AML and Cryptocurrency: Understanding Anti-Money Laundering Regulations in the Crypto Landscape

The rise of cryptocurrencies has sparked a revolution in the financial world, changing the way transactions occur and value is transferred. However, this revolutionary technology has also presented new challenges for regulators worldwide, especially in combating illicit activities like money laundering. This article sheds light on Anti-Money Laundering (AML) as it pertains to cryptocurrencies, offering insights into federal law and the laws of the State of Missouri.

What is AML in Cryptocurrency?

Anti-Money Laundering (AML) refers to a set of procedures, laws, and regulations designed to prevent the practice of generating income through illegal actions, specifically, money laundering. In the context of cryptocurrency, AML procedures are used to prevent criminals from using cryptocurrencies to obscure the origins of illegally obtained money, making it appear as though the funds were obtained legally.

Federal AML Regulation in Cryptocurrency

At the federal level, several bodies regulate cryptocurrencies to prevent money laundering:

- The Financial Crimes Enforcement Network (FinCEN): As an agency of the U.S. Department of the Treasury, FinCEN plays a significant role in AML regulation, focusing on the prevention and punishment of money laundering. Cryptocurrency exchanges and other businesses dealing with cryptocurrencies are required to comply with FinCEN's AML requirements, which include maintaining records, reporting, and conducting due diligence on customers.

- The Internal Revenue Service (IRS): The IRS treats cryptocurrencies as property for tax purposes, meaning that AML regulations also apply to cryptocurrency transactions. These regulations require detailed record-keeping, transparent reporting of capital gains or losses, and payment of taxes owed.
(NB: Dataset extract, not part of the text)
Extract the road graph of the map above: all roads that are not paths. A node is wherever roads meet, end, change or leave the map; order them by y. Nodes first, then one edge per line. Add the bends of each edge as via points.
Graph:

- The Securities and Exchange Commission (SEC) and Commodity Futures Trading Commission (CFTC): Both the SEC and CFTC enforce AML regulations for firms under their jurisdictions dealing with cryptocurrencies. This involves stringent Know Your Customer (KYC) and AML procedures.
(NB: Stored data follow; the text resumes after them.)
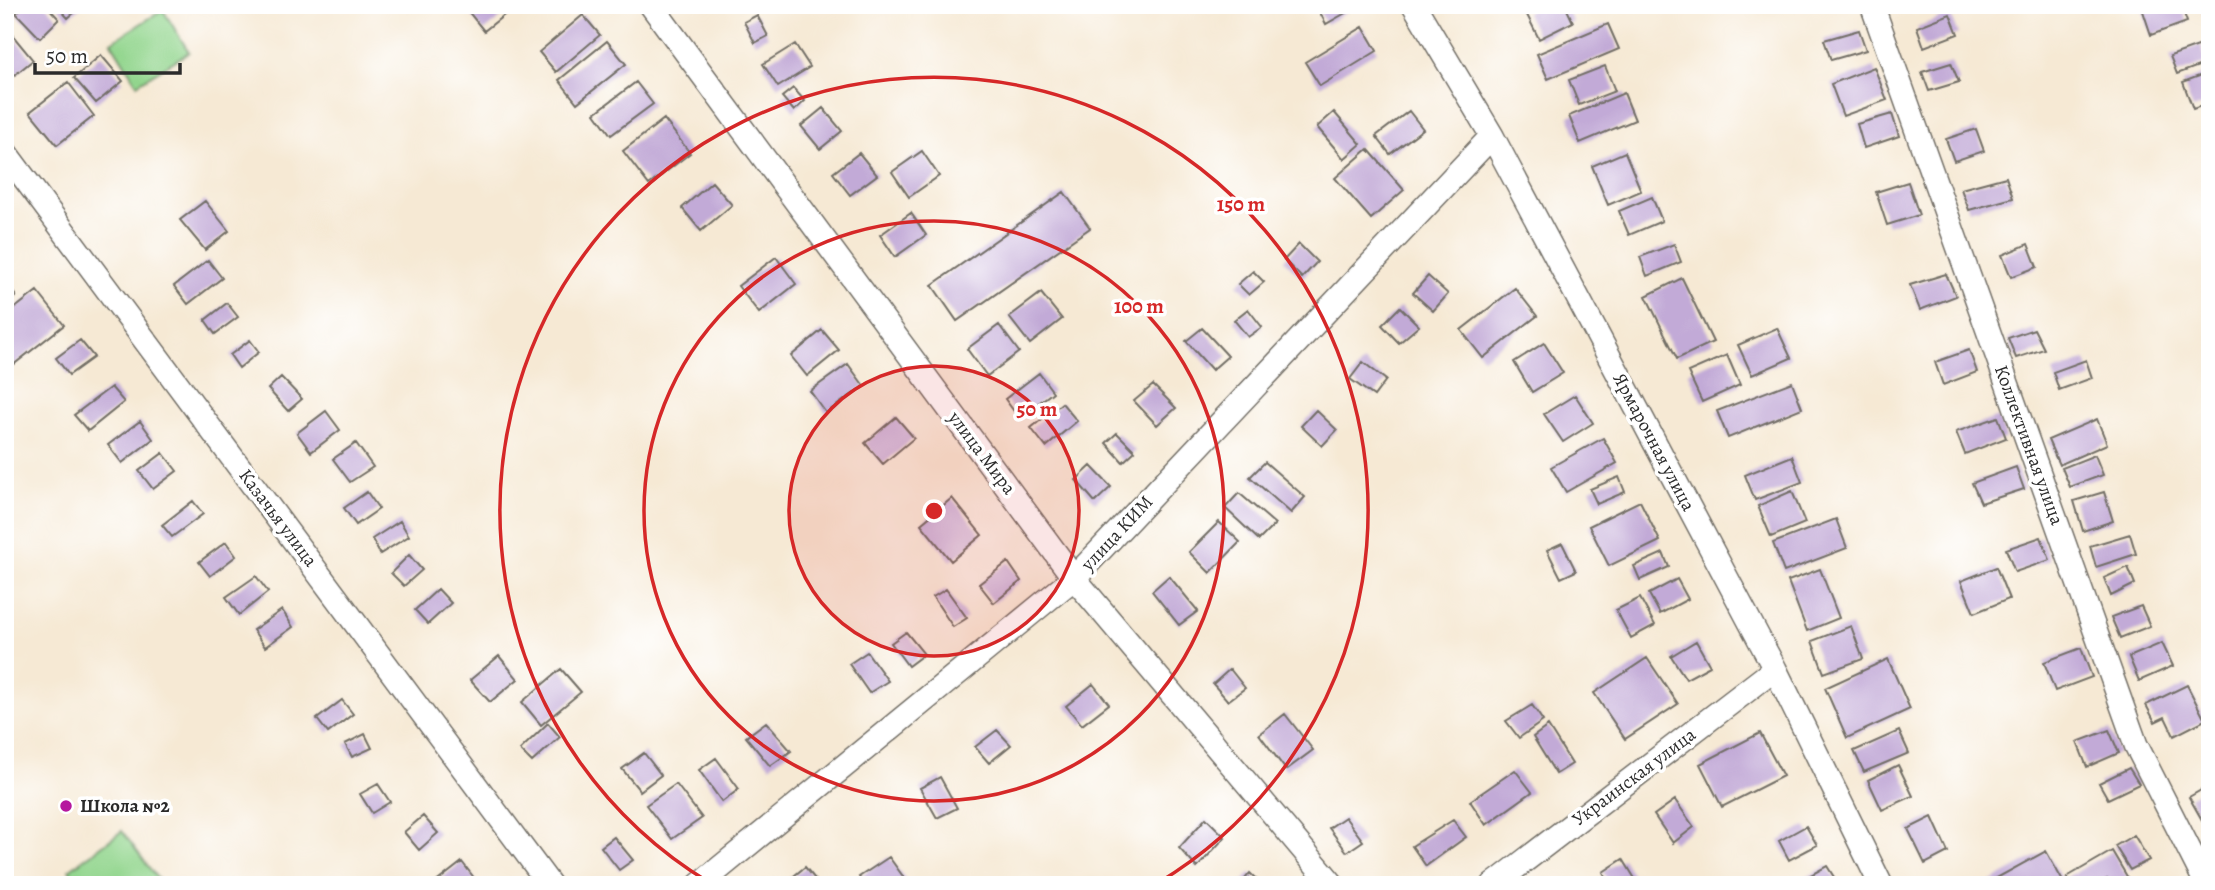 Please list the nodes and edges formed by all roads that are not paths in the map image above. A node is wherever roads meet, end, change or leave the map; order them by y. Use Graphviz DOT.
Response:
graph roads {
  1 [pos="651,5"];
  2 [pos="1414,5"];
  3 [pos="1872,5"];
  4 [pos="1492,136"];
  5 [pos="5,152"];
  6 [pos="1074,578"];
  7 [pos="1775,669"];
  8 [pos="2201,878"];
  9 [pos="550,885"];
  10 [pos="699,885"];
  11 [pos="1334,885"];
  12 [pos="1493,885"];
  13 [pos="1881,885"];
  1 -- 6 [label="street, улица Мира"];
  2 -- 4 [label="street, Ярмарочная улица"];
  3 -- 8 [label="street, Коллективная улица"];
  4 -- 6 [label="street, улица КИМ"];
  4 -- 7 [label="street, Ярмарочная улица"];
  5 -- 9 [label="street, Казачья улица"];
  6 -- 10 [label="street, улица КИМ"];
  6 -- 11 [label="street, улица Мира"];
  7 -- 12 [label="street, Украинская улица"];
  7 -- 13 [label="street, Ярмарочная улица"];
}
Missouri State AML Regulation in Cryptocurrency

In Missouri, while there are no specific laws concerning AML and cryptocurrency, existing financial and securities laws apply. These regulations are designed to protect consumers, ensure the integrity of markets, and prevent financial crimes, including money laundering. Crypto-businesses operating in Missouri must comply with these regulations and implement robust AML and KYC procedures.

Navigating AML Regulation in Cryptocurrency

The AML regulatory landscape for cryptocurrency is complex and continually evolving. Understanding these regulations and maintaining compliance is vital for businesses operating in the cryptocurrency space. Moreover, individuals using cryptocurrencies should also be aware of these regulations to ensure their activities remain within legal boundaries.


As cryptocurrencies continue to rise in popularity, understanding the AML regulations that govern them is crucial. While complex, these regulations play a vital role in ensuring the integrity and stability of markets, protecting consumers, and preventing financial crimes. Individuals and businesses involved in cryptocurrency should strive to understand and comply with these regulations to safeguard their interests and maintain the health and reputation of the cryptocurrency industry.